インドネシア・スラウェシ地震・津波の死者844人に 早すぎた津波警報解除が犠牲者増やした?

2018年10月1日(月)19時00分
大塚智彦(PanAsiaNews)

<インドネシア・スラウェシで発生した地震・津波の犠牲者は時間が経つにつれて増えている一方で、閉じ込められた人びとの救出は時間との闘いになっている──>

インドネシア・スラウェシ島の中スラウェシ州で9月28日午後6時2分ごろに発生したマグニチュード7.4の大規模地震と津波による被害は州都パルとドンガラ県ドンガラ市を中心に広がっており、停電、道路などの崩壊による孤立状態が続いているため救援活動は困難を極めている。

ジョコ・ウィドド大統領は滞在先のジャワ島中部ソロから9月30日昼前、空軍機などで被災地パルに入り、被災地を視察し、被災者に救援物資を直接手渡した。

国家災害対策庁(BNPB)によるとこれまでの捜索活動の結果、死者は844人、重傷者は540人となった。ただし死者の821人はパル市内、11人がドンガラ市内での津波の被害者としているが、ドンガラ市周辺など海沿いの町村被害の状況は通信が途絶しているため完全な報告が届いていないという。このため今後被害はさらに拡大する可能性が高い。

インドネシア地元紙の報道によると国連総会出席のため米ニューヨーク訪問中のユスフ・カラ副大統領は「犠牲者は1000人を超える可能性がある」と述べたという。
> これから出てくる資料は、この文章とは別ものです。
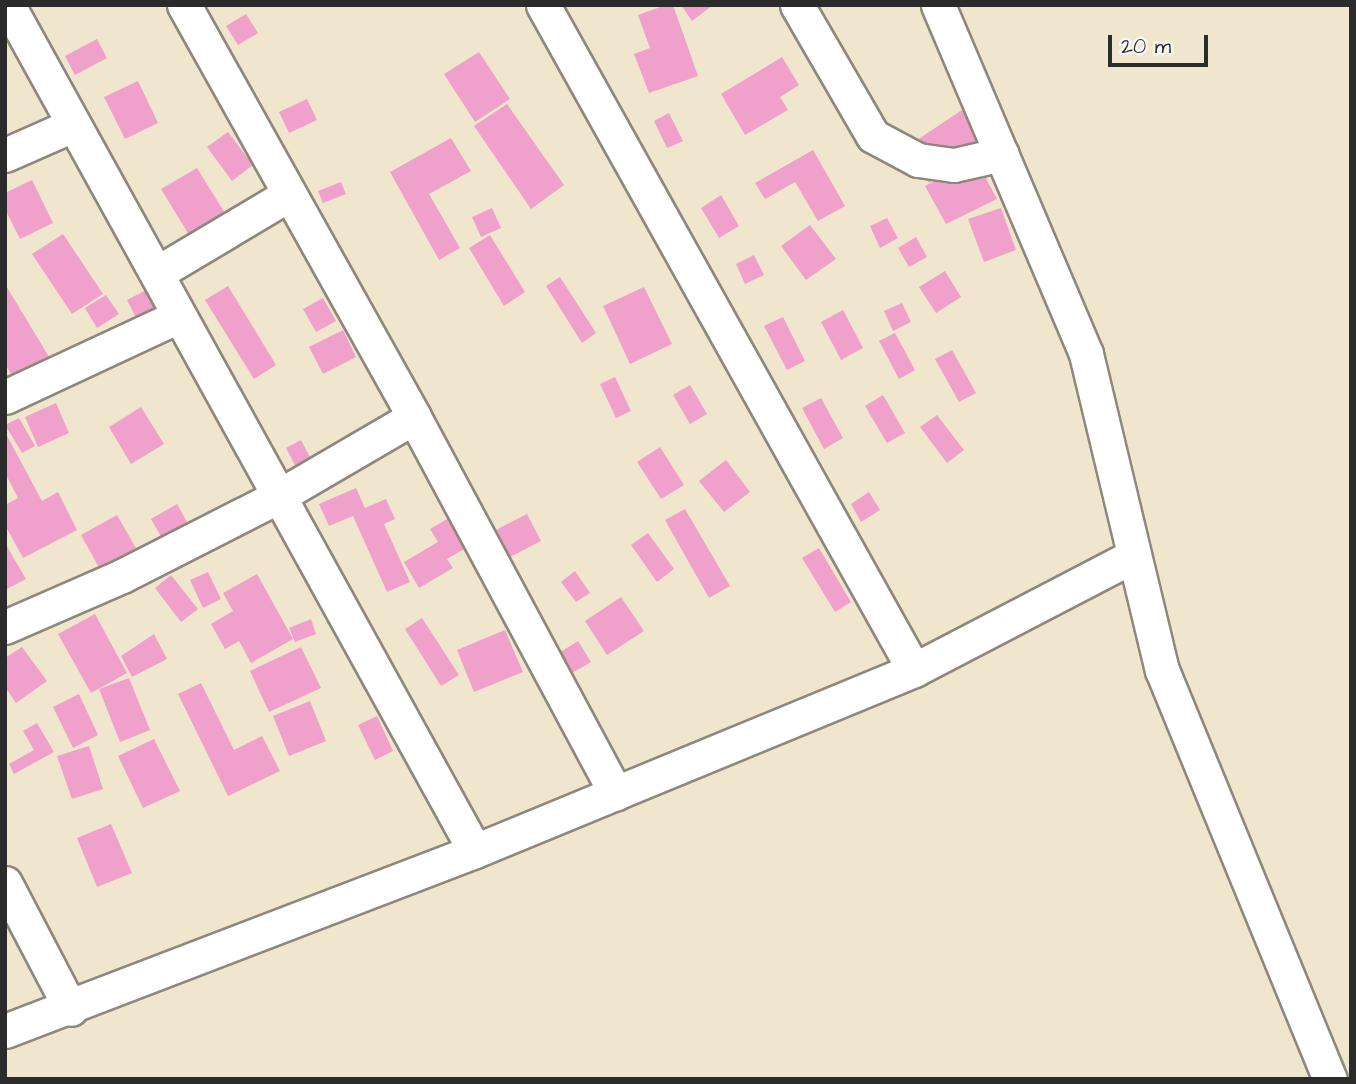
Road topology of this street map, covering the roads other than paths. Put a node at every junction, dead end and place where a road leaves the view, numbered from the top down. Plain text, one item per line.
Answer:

パル市内では南スラウェシ州のマカッサルや北スラウェシ州のマナドなどから駆けつけた救援部隊に加え、滑走路が損傷したパル空港に着陸したヘリコプターや空軍機で到着した国軍部隊などが本格的な救援、捜索活動を開始した。市内各所や海岸沿いに残されていた犠牲者の遺体を身元確認のために最寄りの病院に搬送する作業や崩壊した建物での捜索が続いている。

パル市内では数十人が閉じ込められているとされる「ホテル・ルアルア」で国家捜索救助庁(BASARNAS)」の隊員による必死の捜索が続いている。8階建ての同ホテルは地震でほぼ倒壊し、数十人が閉じ込められているとされる。うち何人かは携帯電話の電波が確認できることから生存の可能性があるとして作業を急いでいるが、これまでに収容されたのは遺体ばかりという。


「ホテル・ルアルア」で国家捜索救助庁の隊員による必死の捜索が続いている。 KOMPASTV / YouTube

早すぎた津波警報解除に批判続出

今回の地震発生とほぼ同時の9月28日午後6時2分過ぎに日本の気象庁に相当する気象地球物理庁(BMKG)は中スラウェシ州周辺に「津波警報」を発令した。

しかし34分後にこの津波警報は突然解除されていた。警報解除と第一波の津波がドンガラ市やパル市に到達した時間の関係は正確には不明だが、BMKGの地震津波部長ラハマット・トリヨノ氏は「ネット上に出回っている津波の映像を見る限り、警報解除の前に津波は到達しているようだ」としている。

9月29日の記者会見で解除の根拠やタイミングを問われたトリヨノ氏は「警報解除は通常の規則に従ってとられた手段である」として特に問題ないとの姿勢を示した。その根拠とはパル市に最も近い潮位観測所からのデータに基づくものだったという。

ところがその潮位観測所はパル市から200km離れた場所に設置され「データは通常の潮位より6cm高かっただけだったので解除の手続きを取った」としている。パル市は過去1927年、1968年に津波があったが当時のデータが共有されておらず、それに加えて200km離れた潮位観測所のデータで判断せざるを得なかったというお粗末な状況が明らかになった。

津波の第一波の到達をBMKGは知らずに警報を解除した可能性が高く、津波到達後の解除だとしても問題は残るとみられている。

さらに地震でパル市をはじめとする被害を受けた地域では直後から一斉に停電してしまったことから、テレビやラジオ、警報を知らせるサイレンなどが一切機能せず、住民に警報が十分伝わらなかったことも被害を大きくした可能性があると指摘されている。

BMKGでは「今回のことはよく検証して将来の課題として検討したい」としているが、警報解除、警報伝達に関して真摯な反省を見せている訳ではなく、被災者からは怒りの声も上がっている。